The same day the hunger strike began, Allan Brothers workers on strike also filed an unfair labor practices complaint with the National Labor Relations Board. They allege the company has interrogated workers about their strike activity, threatened workers with discipline if they joined the strike, and used unlawful wage hikes for non-strikers in an effort to stop the strike, according to a May 21 press release from Columbia Legal Services.
Allan Brothers did not respond to a request for comment on the hunger strike, but CEO Miles Kohl said in a May 11 interview that the company is looking to provide hazard pay and acquire protective equipment in a way that’s financially sustainable.
“Right now, it’s probably the worst apple market we’ve had in 10 or 12 years. Retailers are very concerned people aren’t going to buy cherries. We have a high degree of economic uncertainty as a company,” Kohl said.
Tree Fruit Association President DeVaney said an employer’s ability to provide hazard pay is dependent on their pay structure. But the entire industry is facing economic uncertainty. The focus of employers is on acquiring protective equipment and following safety procedures rigorously.
Pay and safety are important issues, but the two should not be conflated, he said.
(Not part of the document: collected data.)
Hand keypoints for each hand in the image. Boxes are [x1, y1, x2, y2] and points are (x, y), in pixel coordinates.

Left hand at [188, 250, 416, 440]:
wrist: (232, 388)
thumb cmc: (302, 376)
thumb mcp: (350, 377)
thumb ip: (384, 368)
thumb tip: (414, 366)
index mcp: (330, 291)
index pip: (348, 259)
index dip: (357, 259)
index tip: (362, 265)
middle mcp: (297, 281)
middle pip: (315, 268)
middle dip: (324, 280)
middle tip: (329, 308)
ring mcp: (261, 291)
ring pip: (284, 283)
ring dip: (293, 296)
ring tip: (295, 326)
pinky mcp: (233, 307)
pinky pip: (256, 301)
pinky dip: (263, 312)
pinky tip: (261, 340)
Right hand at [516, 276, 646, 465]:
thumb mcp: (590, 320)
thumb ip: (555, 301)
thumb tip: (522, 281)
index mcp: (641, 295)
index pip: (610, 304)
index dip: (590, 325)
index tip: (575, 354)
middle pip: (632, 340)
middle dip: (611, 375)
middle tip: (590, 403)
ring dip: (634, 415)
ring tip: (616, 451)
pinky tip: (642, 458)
“No one is made safer by getting more pay,” DeVaney said. “If it was employers saying ‘we think we have a safety issue, why don’t we just pay you a little more money to make that go away,’ people would be rightly outraged.”
Cesar Gonzalez, doing the hunger strike, says Allan Brothers is distributing face shields to people on the packaging line and offered employees a $1 dollar an hour increase for seven weeks. But the temporary increase is not enough when the pandemic is likely to last well beyond that, Gonzalez says.
“Si somos essenciales como la ley lo reconoce, porque no nos dan ese sueldo que estamos pidiendo. O a caso para ellos, la vida de nosotros no vale nada? Y sus manzanas valen mas que nosotors?”
“If we’re essential as recognized by law, why aren’t they giving us the pay we’re asking for? Or are our lives worth nothing to them? Are their apples worth more than our lives?”